[Stored data entries]
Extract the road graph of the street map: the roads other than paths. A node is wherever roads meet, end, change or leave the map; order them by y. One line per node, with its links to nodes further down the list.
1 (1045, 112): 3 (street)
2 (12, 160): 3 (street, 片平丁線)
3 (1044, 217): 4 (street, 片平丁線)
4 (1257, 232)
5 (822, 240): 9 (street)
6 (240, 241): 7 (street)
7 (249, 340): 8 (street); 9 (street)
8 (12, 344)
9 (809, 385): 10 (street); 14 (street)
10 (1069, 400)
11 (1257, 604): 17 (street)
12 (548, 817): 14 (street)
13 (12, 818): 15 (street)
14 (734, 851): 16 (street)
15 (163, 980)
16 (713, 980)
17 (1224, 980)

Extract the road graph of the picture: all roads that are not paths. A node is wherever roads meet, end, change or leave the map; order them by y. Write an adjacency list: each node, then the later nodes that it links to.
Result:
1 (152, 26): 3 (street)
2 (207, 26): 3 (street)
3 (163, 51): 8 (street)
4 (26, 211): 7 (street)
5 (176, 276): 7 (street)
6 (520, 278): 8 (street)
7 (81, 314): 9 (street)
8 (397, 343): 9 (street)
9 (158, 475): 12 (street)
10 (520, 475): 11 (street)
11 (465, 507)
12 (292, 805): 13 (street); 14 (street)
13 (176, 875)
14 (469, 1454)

Exercise description: All of the records above should be copied exactly.

Expected output:
Extract the road graph of the street map: the roads other than paths. A node is wherever roads meet, end, change or leave the map; order them by y. One line per node, with its links to nodes further down the list.
1 (1045, 112): 3 (street)
2 (12, 160): 3 (street, 片平丁線)
3 (1044, 217): 4 (street, 片平丁線)
4 (1257, 232)
5 (822, 240): 9 (street)
6 (240, 241): 7 (street)
7 (249, 340): 8 (street); 9 (street)
8 (12, 344)
9 (809, 385): 10 (street); 14 (street)
10 (1069, 400)
11 (1257, 604): 17 (street)
12 (548, 817): 14 (street)
13 (12, 818): 15 (street)
14 (734, 851): 16 (street)
15 (163, 980)
16 (713, 980)
17 (1224, 980)

Extract the road graph of the picture: all roads that are not paths. A node is wherever roads meet, end, change or leave the map; order them by y. Write an adjacency list: each node, then the later nodes that it links to.
Result:
1 (152, 26): 3 (street)
2 (207, 26): 3 (street)
3 (163, 51): 8 (street)
4 (26, 211): 7 (street)
5 (176, 276): 7 (street)
6 (520, 278): 8 (street)
7 (81, 314): 9 (street)
8 (397, 343): 9 (street)
9 (158, 475): 12 (street)
10 (520, 475): 11 (street)
11 (465, 507)
12 (292, 805): 13 (street); 14 (street)
13 (176, 875)
14 (469, 1454)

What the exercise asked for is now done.